The trauma my brother experienced and the abuse he suffered was, in my opinion, undeniably a major factor in his suicide. But I also know that he struggled to cope with the frequent failure facing ambitious storytellers who slam head-first into an industry that could be charitably called thinly-veiled capitalism on steroids. Entertainment is an industry — a way for people to make money. Kevin confirmed quickly that as often as creatives celebrate “storytelling”, the only audience that really matters is the shareholders, there is only so much money to invest in projects designed to attract audiences, and those responsible for the bottom line will always prefer sure bets over new voices. He struggled to get a needed break in a notoriously brutal industry, and so much of Kevin’s creativity was left unexplored.

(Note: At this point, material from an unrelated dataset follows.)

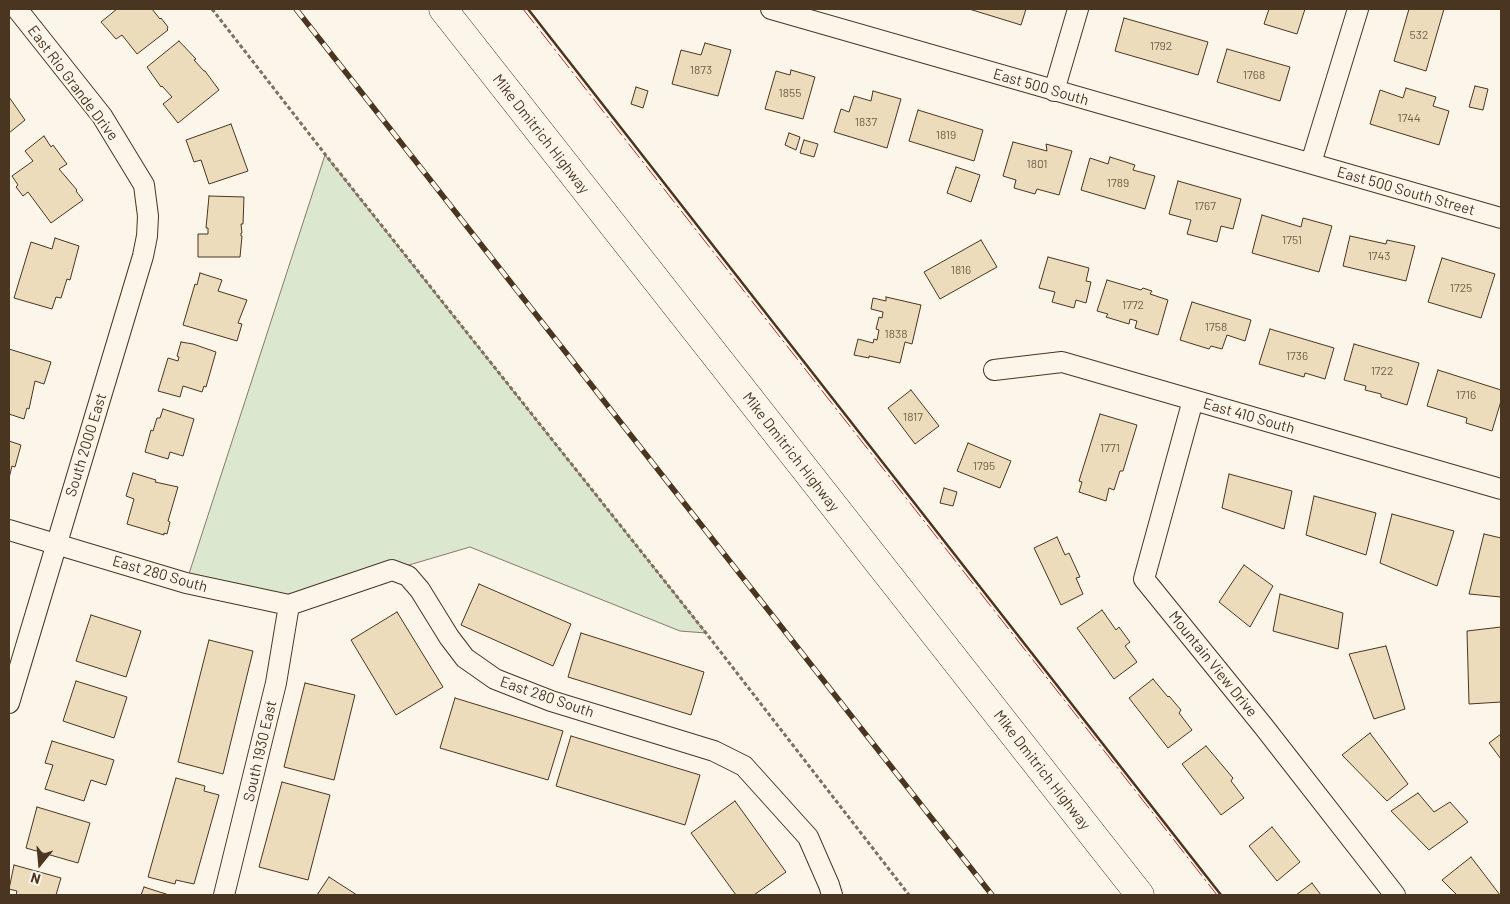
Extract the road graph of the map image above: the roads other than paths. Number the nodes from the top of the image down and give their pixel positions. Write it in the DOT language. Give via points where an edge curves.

And that’s where the problem that prompted this essay started. I loved Kevin’s ideas and still feel strongly to this day that his work was severely under-appreciated. Though a screenplay he wrote made it to the quarter-finals of the prestigious Academy Nicholl Screenwriting Competition, Kevin never so much as got his foot anywhere near the doors he needed to crack open for the project to become a reality. And it wasn’t just a single screenplay — Kevin had a long series of ideas, drafts, and notes he gathered over the years. Boxes of his binders and coiled notepads still fill a large portion of my attic, filled with ideas he explored and developed in various stages. I hate the idea that Kevin’s immense creativity will never exist beyond the anonymity and ignominy of my attic. And I know that if I don’t do something about it, no one will.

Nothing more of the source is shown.